A method for determining a bioeffect level will be described. A bioeffect level is determined by using a concept of expressing light in terms of energy quantity.
When light is expressed in terms of energy, light can be expressed as radiant flux, which indicates the radiant energy that passes through a certain plane in each unit time. The energy of light emitted on each unit area is referred to as irradiance. These concepts represent physical quantity that takes into consideration space, time, and wavelengths in expressing energy quantity carried by light radiating into a space, thus referred to as radiometric quantity. Radiometric quantity, however, is defined without considering how light looks to human eyes. For example, such light as infrared carries much energy but is not visible light, thus invisible to people.

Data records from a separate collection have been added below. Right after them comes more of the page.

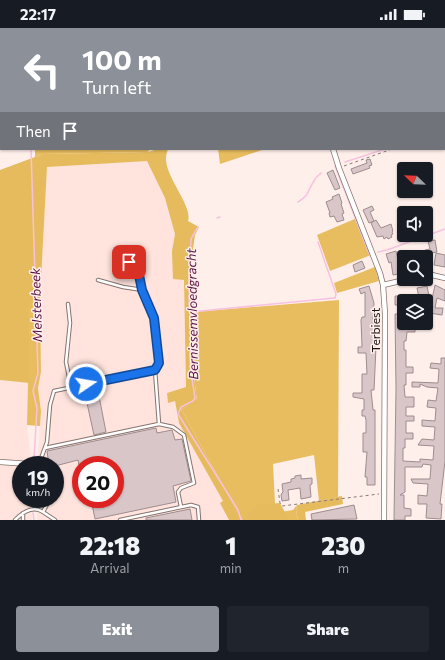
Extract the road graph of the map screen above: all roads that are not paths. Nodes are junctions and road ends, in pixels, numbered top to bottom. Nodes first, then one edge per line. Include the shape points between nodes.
1 (333, 150) edge
2 (129, 262) dead end
3 (433, 275) edge
4 (445, 278) edge
5 (98, 280) dead end
6 (397, 282) edge
7 (383, 285) junction
8 (142, 290) junction
9 (68, 304) dead end
10 (155, 370) junction
11 (71, 387) junction
12 (159, 424) junction
13 (44, 448) junction
14 (42, 456) edge
15 (0, 462) edge
16 (12, 463) edge
17 (181, 507) junction
18 (45, 508) edge
19 (23, 512) junction
20 (43, 512) junction
21 (16, 520) edge
22 (22, 520) edge
23 (55, 520) edge
24 (120, 520) edge
25 (199, 520) edge
26 (384, 520) edge

1 - 7 street, Terbiest
2 - 8 lane via 138,270
3 - 4 street
5 - 8 lane
6 - 7 street
7 - 26 street, Terbiest
8 - 10 lane via 154,318 159,363
9 - 11 lane via 70,323 66,362
10 - 11 lane
10 - 12 lane
11 - 13 lane via 54,391
12 - 13 lane
12 - 17 lane via 173,427 184,435 194,483 181,488 178,492
13 - 14 lane
15 - 16 street
17 - 24 lane
17 - 25 lane via 198,507
18 - 20 lane
19 - 20 lane via 37,509
19 - 21 lane
19 - 22 lane
20 - 23 lane

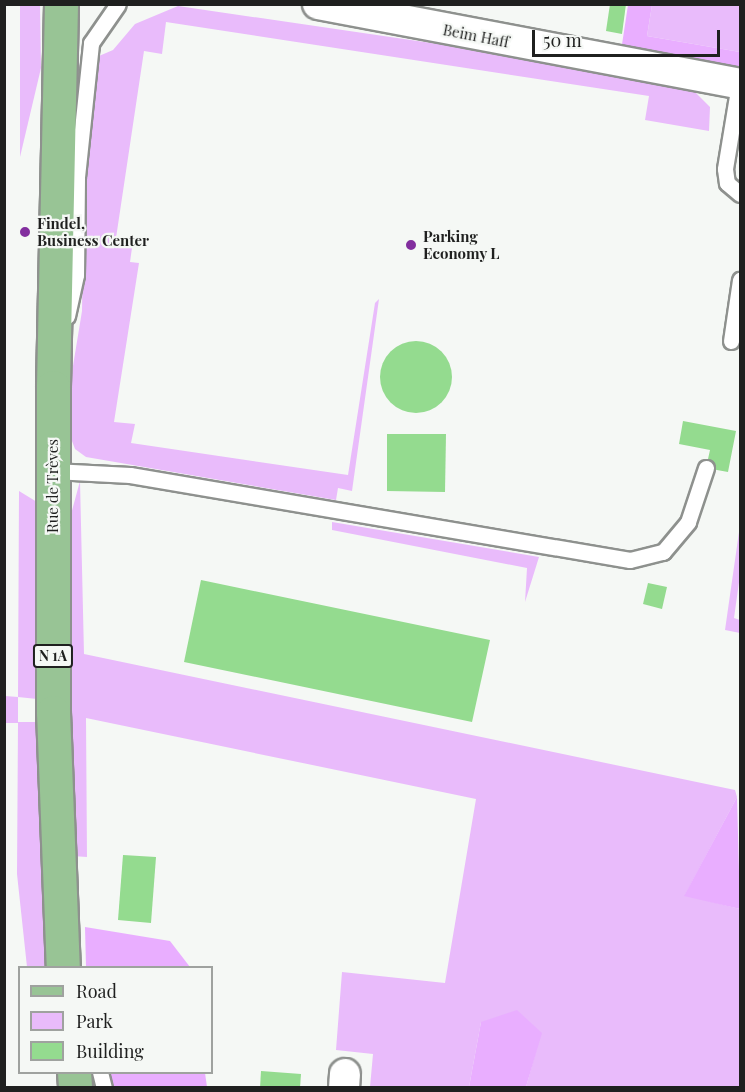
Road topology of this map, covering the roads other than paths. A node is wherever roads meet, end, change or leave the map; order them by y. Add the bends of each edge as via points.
1 (61, 4) edge
2 (118, 4) edge
3 (318, 4) edge
4 (740, 84) edge
5 (741, 194) edge
6 (741, 280) edge
7 (731, 341) dead end
8 (53, 387) junction
9 (706, 468) dead end
10 (53, 471) junction
11 (58, 925) junction
12 (63, 966) edge
13 (69, 966) edge

1 - 8 main road, Rue de Trèves / N 1A
2 - 8 lane via 91,43 77,177 76,275
3 - 4 street, Beim Haff
4 - 5 lane via 725,169 727,183
6 - 7 lane
8 - 10 main road, Rue de Trèves / N 1A
9 - 10 lane via 688,522 663,552 630,560 130,475
10 - 11 main road, Rue de Trèves / N 1A
11 - 12 main road, Rue de Trèves / N 1A
11 - 13 lane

Conceptional application of the human eyes' sensitivity to light to radiometric quantity gives a concept of photometric quantity. Photometric quantity corresponds in unit to radiometric quantity. For example, luminous flux is defined by considering the human eyes' sensitivity in expressing radiant flux, and illuminance is defined by considering the human eyes' sensitivity in expressing irradiance. A concept called luminous efficacy is defined with regard to the human eyes' sensitivity, and luminous efficacy varies depending on wavelengths. When seeing an object in a place with sufficient light quantity, a person feels light of a wavelength of 555 [nm] to be the brightest. The luminous efficacy at this wavelength is referred to as maximum luminous efficacy. The maximum luminous efficacy is defined as 1 while luminous efficacies at other wavelengths are expressed relative to the maximum luminous efficacy to provide a concept referred to as spectral luminous efficacy. The spectral luminous efficacy standardized by Commission Internationale de l'Eclairage is referred to as standard spectral luminous efficacy.

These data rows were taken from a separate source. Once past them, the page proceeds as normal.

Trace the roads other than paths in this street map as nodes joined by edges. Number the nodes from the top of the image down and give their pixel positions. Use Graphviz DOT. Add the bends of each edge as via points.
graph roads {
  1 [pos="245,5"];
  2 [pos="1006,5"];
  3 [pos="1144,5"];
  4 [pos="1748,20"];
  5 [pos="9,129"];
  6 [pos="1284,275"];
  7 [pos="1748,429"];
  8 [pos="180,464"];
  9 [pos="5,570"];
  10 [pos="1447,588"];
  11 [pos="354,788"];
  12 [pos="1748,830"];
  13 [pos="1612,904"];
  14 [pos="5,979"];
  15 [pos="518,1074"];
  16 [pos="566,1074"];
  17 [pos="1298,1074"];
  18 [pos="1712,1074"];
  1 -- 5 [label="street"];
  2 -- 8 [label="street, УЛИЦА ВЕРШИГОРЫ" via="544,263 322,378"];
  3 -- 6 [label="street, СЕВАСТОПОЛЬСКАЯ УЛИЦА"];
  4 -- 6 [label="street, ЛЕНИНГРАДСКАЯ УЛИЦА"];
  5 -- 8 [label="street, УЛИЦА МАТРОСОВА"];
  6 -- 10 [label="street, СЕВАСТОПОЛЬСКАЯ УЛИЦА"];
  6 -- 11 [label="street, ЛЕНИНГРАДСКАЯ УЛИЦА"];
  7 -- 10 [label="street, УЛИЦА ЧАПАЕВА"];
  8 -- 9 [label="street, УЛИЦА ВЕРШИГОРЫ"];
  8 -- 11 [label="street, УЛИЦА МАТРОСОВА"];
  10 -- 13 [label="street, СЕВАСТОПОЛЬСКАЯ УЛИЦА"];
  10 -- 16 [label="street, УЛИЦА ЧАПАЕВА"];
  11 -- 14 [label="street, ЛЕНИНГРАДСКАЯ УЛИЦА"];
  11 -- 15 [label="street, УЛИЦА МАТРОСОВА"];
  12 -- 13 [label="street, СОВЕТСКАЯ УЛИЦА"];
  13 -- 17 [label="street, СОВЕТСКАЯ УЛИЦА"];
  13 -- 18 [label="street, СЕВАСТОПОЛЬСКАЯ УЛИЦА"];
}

FIG. 6 is a graph of the standard spectral luminous efficacy plotted against wavelength that is referred to as a standard spectral luminous efficacy curve. FIG. 6 demonstrates that the human eyes' sensitivity to light wavelength becomes the highest at a wavelength of 555 [nm], from which peak the sensitivity declines. A luminous flux is given by multiplying together a spectral luminous efficacy, a radiant flux, and the maximum luminous efficacy (value that correlates photometric quantity with radiometric quantity) at each wavelength and summing up, i.e., integrating multiplication results in a visible light range.

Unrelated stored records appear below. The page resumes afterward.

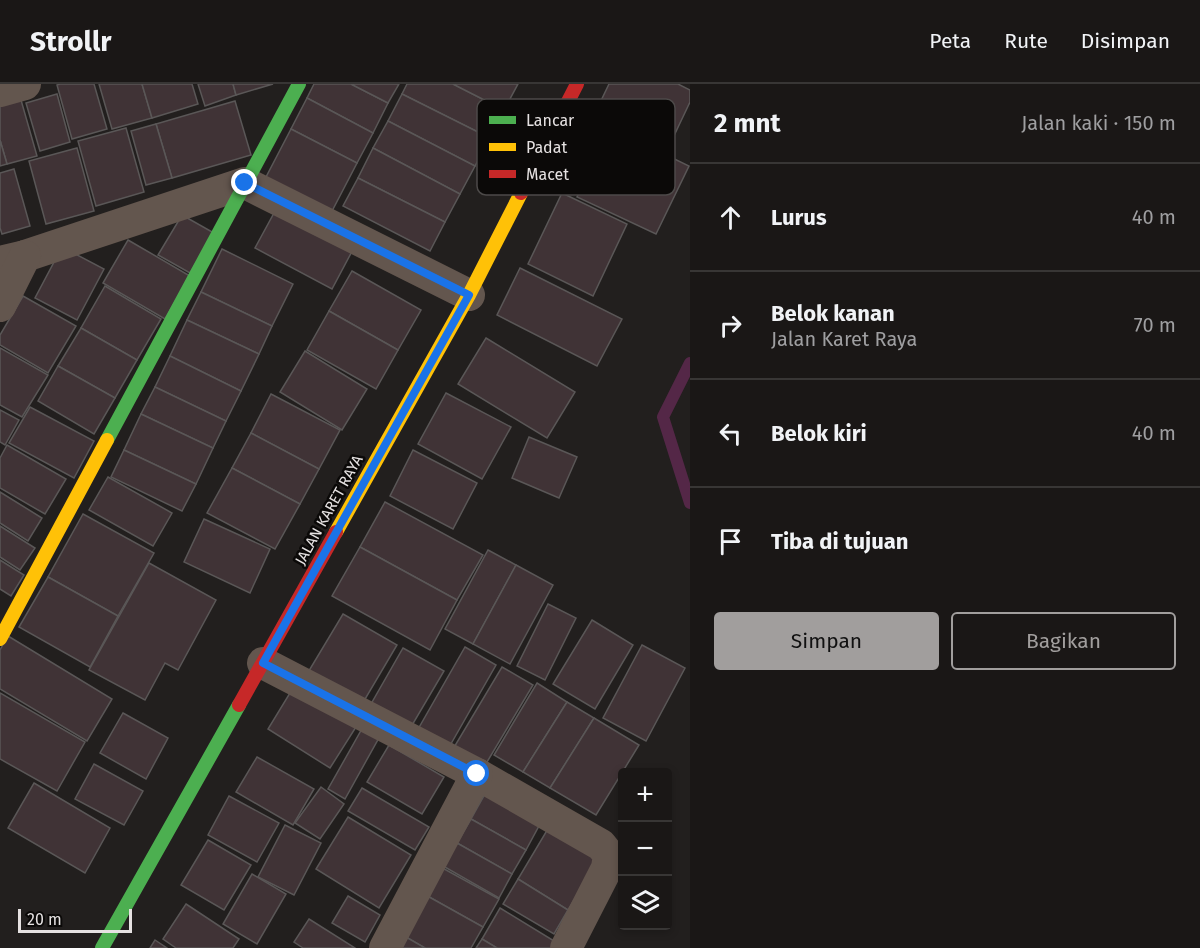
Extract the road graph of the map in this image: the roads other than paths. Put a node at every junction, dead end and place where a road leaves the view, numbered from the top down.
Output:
1 (25, 84) edge
2 (299, 84) edge
3 (577, 84) edge
4 (0, 91) edge
5 (569, 99) edge
6 (245, 183) junction
7 (520, 195) edge
8 (12, 259) edge
9 (469, 295) junction
10 (0, 306) edge
11 (0, 639) edge
12 (263, 663) junction
13 (477, 774) junction
14 (102, 948) edge
15 (385, 948) edge
16 (566, 948) edge

1 - 4 street
2 - 6 street
3 - 5 street, JALAN KARET RAYA
6 - 8 street
6 - 9 street
6 - 11 street
7 - 9 street, JALAN KARET RAYA
8 - 10 street
9 - 12 street, JALAN KARET RAYA
12 - 13 street
12 - 14 street, JALAN KARET RAYA
13 - 15 street
13 - 16 street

Photometric quantity, however, represents the energy that is defined by considering how light looks to the human eyes, and is, therefore, not defined by considering an effect on melatonin secretion inhibition. The effect on melatonin secretion inhibition is indicated by the melatonin secretion inhibition characteristics of FIG. 2, as described above. The melatonin secretion inhibition characteristics are thus utilized in replacement of the standard spectral luminous efficacy. Specifically, the value of relative sensitivity in the melatonin secretion inhibition characteristics and a radiant flux at each wavelength are multiplied together and multiplication results are summed up, i.e., integrated in the visible light range to produce a value. This value is equivalent to a numerical value that represents an effect on melatonin secretion inhibition, and is used as a bioeffect level. A bioeffect level is thus determined by the above method.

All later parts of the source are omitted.